L'article 60 du code des douanes est ainsi rédigé : "Pour l'application des dispositions du présent code et en vue de la recherche de la fraude, les agents des douanes peuvent procéder à la visite des marchandises et des moyens de transport et à celle des personnes". C'est donc un principe général d'autorisation des visites des marchandises, des moyens de transport et des personnes qui est posé, sans motivation de la décision, sans limitation dans le temps et/ou dans l'espace. Cette disposition confère ainsi aux agents des Douanes un pouvoir discrétionnaire dans un domaine qui touche pourtant directement aux libertés. 

 

La troisième tentative


La déclaration d'inconstitutionnalité prononcée le 22 septembre 2022 n'a rien de surprenant. A l'inverse, on pouvait s'étonner du maintien dans l'ordre juridique d'une disposition ancienne, intégrée dans le code des Douanes en 1948, et qui semble aujourd'hui bien peu conforme aux exigences actuelles en matière de protection des libertés. 

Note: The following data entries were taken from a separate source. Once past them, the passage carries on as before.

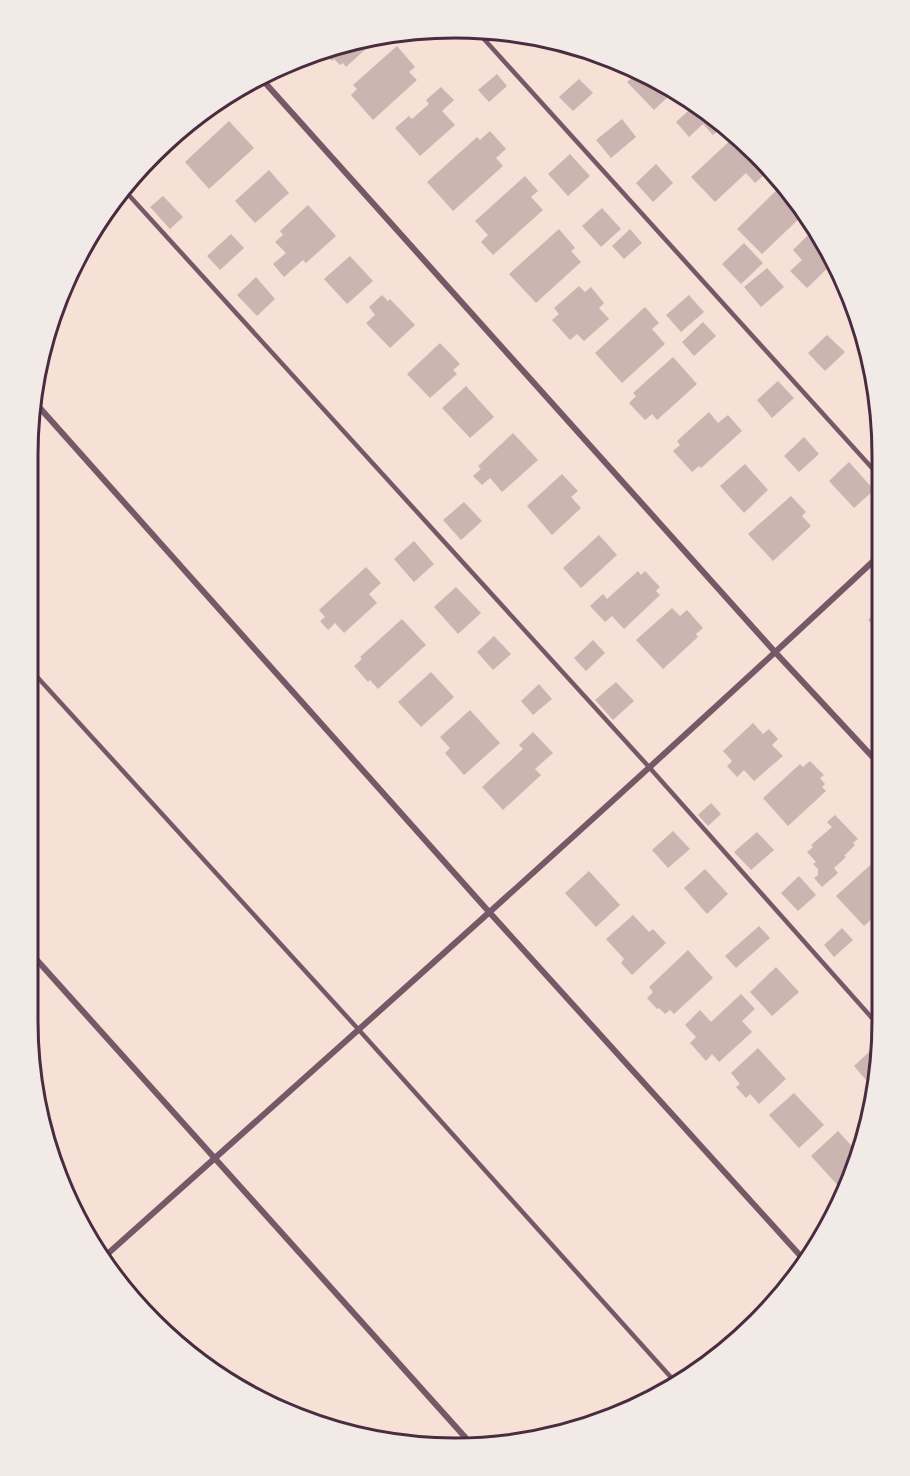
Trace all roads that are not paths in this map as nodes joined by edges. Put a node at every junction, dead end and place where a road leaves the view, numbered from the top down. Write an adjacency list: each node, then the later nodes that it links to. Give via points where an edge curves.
1 (483, 38): 5 (lane)
2 (265, 83): 7 (street)
3 (129, 195): 10 (lane)
4 (40, 408): 11 (street)
5 (872, 468)
6 (872, 563): 7 (street)
7 (775, 652): 9 (street); 10 (street)
8 (38, 678): 14 (lane)
9 (872, 756)
10 (649, 767): 11 (street); 13 (lane)
11 (490, 913): 14 (street); 17 (street)
12 (38, 961): 15 (street)
13 (872, 1018)
14 (358, 1030): 15 (street); 18 (lane)
15 (215, 1158): 16 (street); 19 (street)
16 (108, 1253)
17 (800, 1256)
18 (672, 1378)
19 (466, 1438)

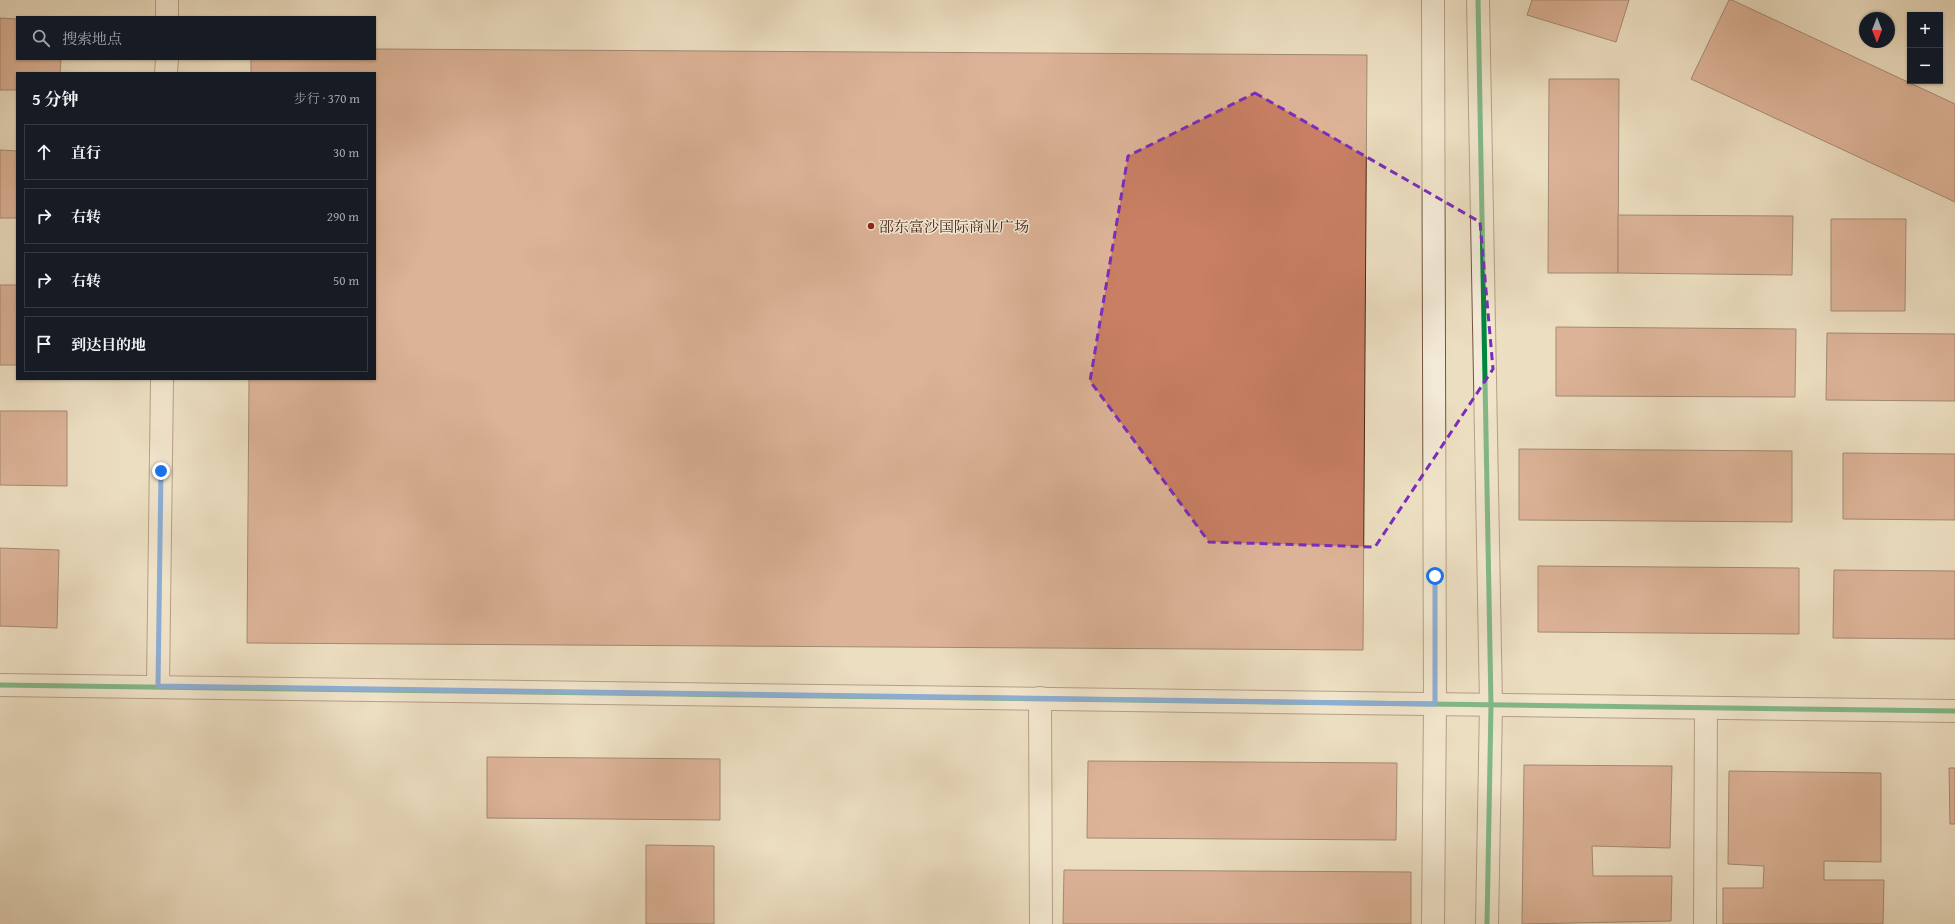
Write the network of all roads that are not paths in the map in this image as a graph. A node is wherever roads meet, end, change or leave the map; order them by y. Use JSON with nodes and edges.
{"nodes":[{"id":1,"x":167,"y":0,"type":"edge"},
{"id":2,"x":1433,"y":0,"type":"edge"},
{"id":3,"x":1478,"y":0,"type":"edge"},
{"id":4,"x":167,"y":16,"type":"edge"},
{"id":5,"x":166,"y":60,"type":"edge"},
{"id":6,"x":166,"y":72,"type":"edge"},
{"id":7,"x":162,"y":380,"type":"edge"},
{"id":8,"x":0,"y":685,"type":"edge"},
{"id":9,"x":158,"y":686,"type":"junction"},
{"id":10,"x":1040,"y":698,"type":"junction"},
{"id":11,"x":1435,"y":704,"type":"junction"},
{"id":12,"x":1490,"y":705,"type":"junction"},
{"id":13,"x":1706,"y":708,"type":"junction"},
{"id":14,"x":1955,"y":711,"type":"edge"},
{"id":15,"x":1041,"y":924,"type":"edge"},
{"id":16,"x":1433,"y":924,"type":"edge"},
{"id":17,"x":1487,"y":924,"type":"edge"},
{"id":18,"x":1705,"y":924,"type":"edge"}],
"edges":[{"from":1,"to":4,"type":"street"},
{"from":2,"to":11,"type":"street"},
{"from":3,"to":12,"type":"street"},
{"from":5,"to":6,"type":"street"},
{"from":7,"to":9,"type":"street"},
{"from":8,"to":9,"type":"street"},
{"from":9,"to":10,"type":"street"},
{"from":10,"to":11,"type":"street"},
{"from":10,"to":15,"type":"street"},
{"from":11,"to":12,"type":"street"},
{"from":11,"to":16,"type":"street"},
{"from":12,"to":13,"type":"street"},
{"from":12,"to":17,"type":"street"},
{"from":13,"to":14,"type":"street"},
{"from":13,"to":18,"type":"street"}]}
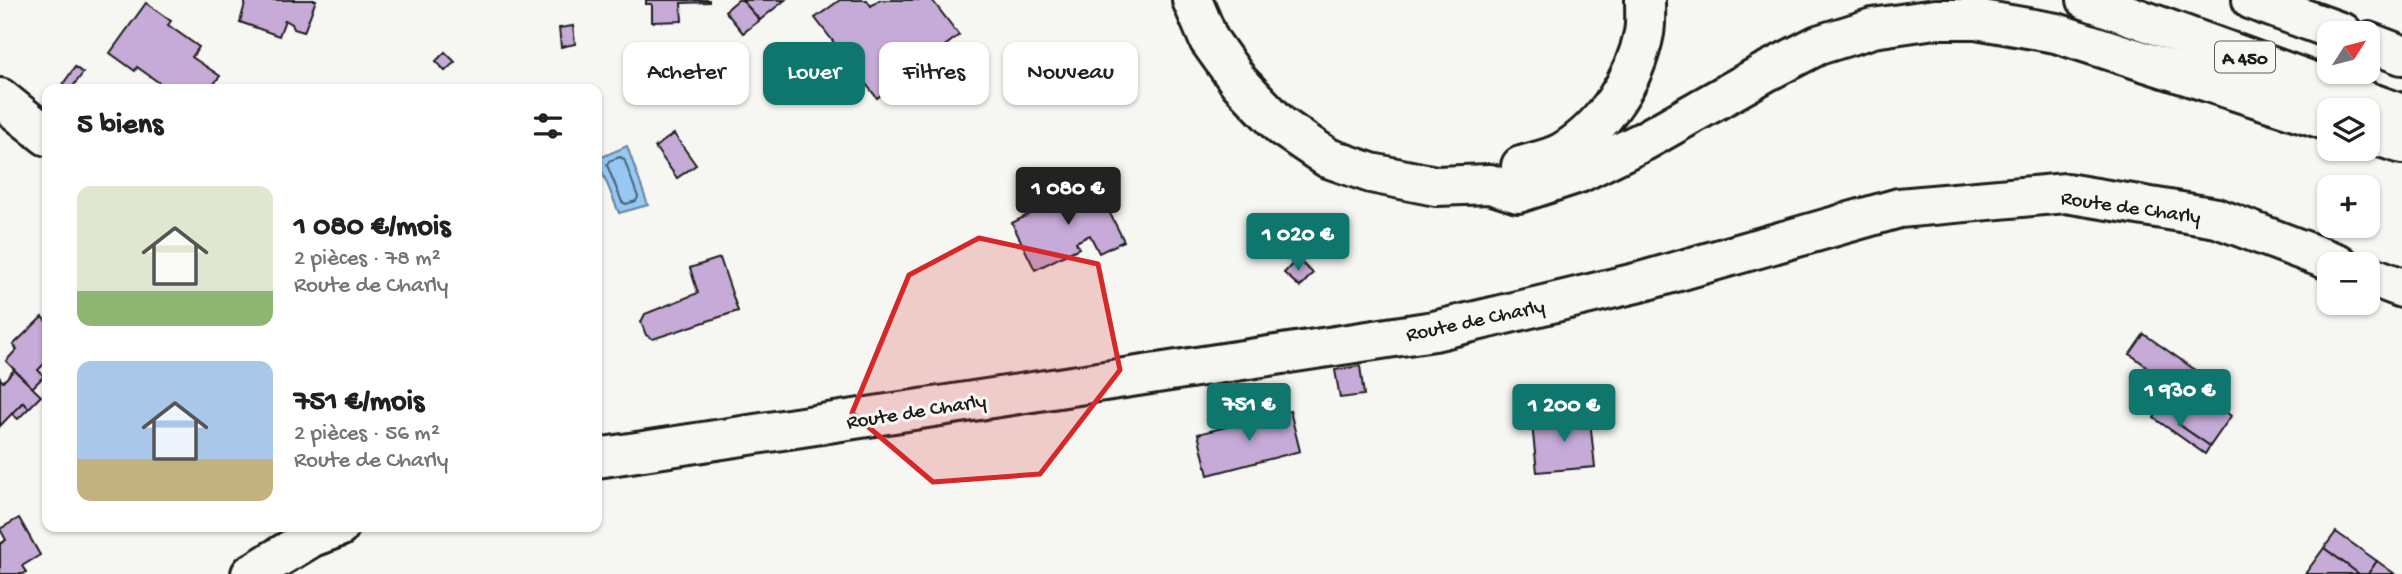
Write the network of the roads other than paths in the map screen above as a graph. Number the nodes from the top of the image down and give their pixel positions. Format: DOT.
graph roads {
  1 [pos="1192,0"];
  2 [pos="1645,0"];
  3 [pos="2087,0"];
  4 [pos="2252,0"];
  5 [pos="2317,24"];
  6 [pos="2380,47"];
  7 [pos="2402,55"];
  8 [pos="0,98"];
  9 [pos="2402,114"];
  10 [pos="2317,117"];
  11 [pos="42,132"];
  12 [pos="2380,137"];
  13 [pos="2402,144"];
  14 [pos="1490,184"];
  15 [pos="2317,256"];
  16 [pos="2380,280"];
  17 [pos="2402,288"];
  18 [pos="602,457"];
  19 [pos="326,532"];
  20 [pos="251,574"];
  1 -- 14 [label="main road"];
  2 -- 14 [label="main road"];
  3 -- 9 [label="main road, A 450"];
  4 -- 5 [label="main road, A 450"];
  6 -- 7 [label="main road"];
  8 -- 11 [label="main road"];
  10 -- 14 [label="main road"];
  12 -- 13 [label="main road"];
  15 -- 18 [label="main road, Route de Charly"];
  16 -- 17 [label="main road"];
  19 -- 20 [label="main road"];
}
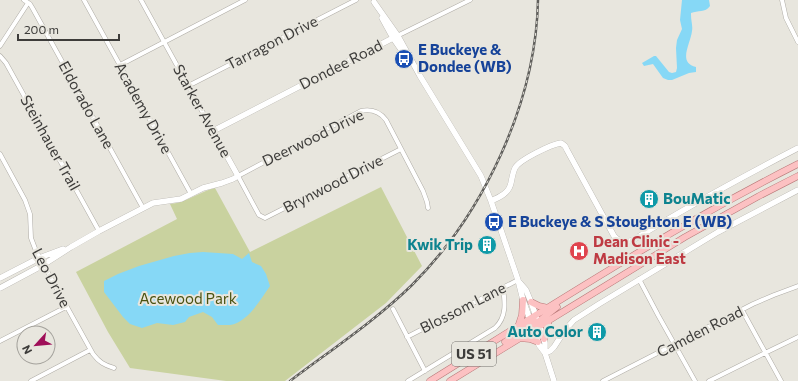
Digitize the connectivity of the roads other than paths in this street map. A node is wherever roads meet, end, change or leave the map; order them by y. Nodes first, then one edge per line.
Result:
1 (84, 0) edge
2 (141, 0) edge
3 (245, 0) edge
4 (356, 0) edge
5 (470, 0) edge
6 (782, 0) edge
7 (26, 1) edge
8 (374, 1) edge
9 (395, 37) junction
10 (164, 42) junction
11 (798, 42) edge
12 (0, 46) edge
13 (0, 56) edge
14 (120, 64) junction
15 (188, 86) junction
16 (213, 131) junction
17 (798, 148) edge
18 (400, 149) junction
19 (0, 154) edge
20 (798, 164) edge
21 (238, 176) junction
22 (798, 176) edge
23 (798, 190) edge
24 (191, 194) junction
25 (491, 201) junction
26 (142, 208) junction
27 (428, 208) dead end
28 (265, 218) joint
29 (99, 231) junction
30 (71, 247) junction
31 (39, 258) junction
32 (43, 265) junction
33 (617, 266) junction
34 (0, 278) edge
35 (639, 279) junction
36 (518, 280) junction
37 (798, 286) edge
38 (0, 288) edge
39 (503, 288) junction
40 (523, 300) junction
41 (531, 302) junction
42 (66, 307) junction
43 (548, 308) junction
44 (393, 309) dead end
45 (742, 310) junction
46 (549, 320) junction
47 (535, 323) junction
48 (518, 327) junction
49 (407, 337) junction
50 (798, 337) edge
51 (519, 338) junction
52 (0, 341) edge
53 (541, 341) junction
54 (675, 344) junction
55 (90, 350) junction
56 (765, 352) junction
57 (545, 353) junction
58 (114, 368) dead end
59 (425, 371) junction
60 (461, 374) junction
61 (31, 381) edge
62 (408, 381) edge
63 (430, 381) edge
64 (450, 381) edge
65 (554, 381) edge
66 (603, 381) edge
67 (695, 381) edge
68 (709, 381) edge
69 (781, 381) edge

1 - 14 street, Academy Drive
2 - 10 street, Starker Avenue
3 - 10 street
4 - 15 street, Tarragon Drive
5 - 9 street, Dondee Road
6 - 11 street
7 - 12 street
7 - 26 street, Eldorado Lane
8 - 9 street
9 - 16 street, Dondee Road
9 - 25 street
10 - 14 street
10 - 15 street, Starker Avenue
13 - 29 street, Steinhauer Trail
14 - 24 street, Academy Drive
15 - 16 street, Starker Avenue
16 - 21 street, Starker Avenue
17 - 25 street
18 - 21 street, Deerwood Drive
18 - 27 street, Deerwood Drive
18 - 28 street, Brynwood Drive
19 - 31 street, Leo Drive
20 - 33 main road, US 51
21 - 24 street
21 - 28 street, Starker Avenue
22 - 46 main road, US 51
23 - 35 street
24 - 26 street
25 - 36 street
26 - 29 street
29 - 30 street
30 - 31 street
30 - 32 street
31 - 32 street, Leo Drive
31 - 34 street
32 - 38 street
32 - 42 street, Leo Drive
33 - 43 main road, US 51
33 - 47 main road
35 - 54 street
35 - 57 street
36 - 39 street, Blossom Lane
36 - 40 street
36 - 41 street
37 - 45 street, Camden Road
39 - 49 street, Blossom Lane
39 - 59 street
40 - 47 street
40 - 48 main road
41 - 43 main road
41 - 47 street
42 - 52 street
42 - 55 street, Leo Drive
43 - 47 main road, US 51
44 - 49 street
45 - 54 street, Camden Road
45 - 56 street
46 - 47 main road, US 51
46 - 53 main road
47 - 48 main road, US 51
47 - 51 main road, US 51
47 - 53 street
47 - 60 main road
48 - 63 main road, US 51
49 - 59 street
50 - 56 street
51 - 53 main road
51 - 60 main road, US 51
53 - 57 street
54 - 66 street, Camden Road
54 - 67 street
55 - 58 street, Leo Drive
55 - 61 street
56 - 68 street
56 - 69 street
57 - 65 street
59 - 62 street
60 - 64 main road, US 51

Mais les compétences exorbitantes des agents des douanes étaient tellement entrées dans les moeurs juridiques que les tentatives précédentes pour faire constater l'inconstitutionnalité de ces dispositions n'ont pas abouti. Dans une décision du 5 octobre 2011, la Cour de cassation refusait déjà le renvoi d'une QPC estimant que l'atteinte portée à la liberté d'aller et venir par les droits de visite et de vérification n'était pas disproportionnée à l'objectif de lutte contre la fraude, dès lors que l'ensemble des opérations était placé sous l'ultime contrôle du juge, à l'issue de la procédure. Plus récemment, le 11 mars 2015, la Cour de cassation refusait une nouvelle fois le renvoi, mais cette fois le rejet trouvait son origine dans la distraction des avocats qui avaient cru bon de plaider la non-conformité de cette disposition au traité sur le fonctionnement du TFUE. Une erreur fatale, dès lors que le Conseil constitutionnel est incompétent pour apprécier la conformité de la loi au traité. La troisième tentative est donc la bonne, et elle est couronnée de succès. 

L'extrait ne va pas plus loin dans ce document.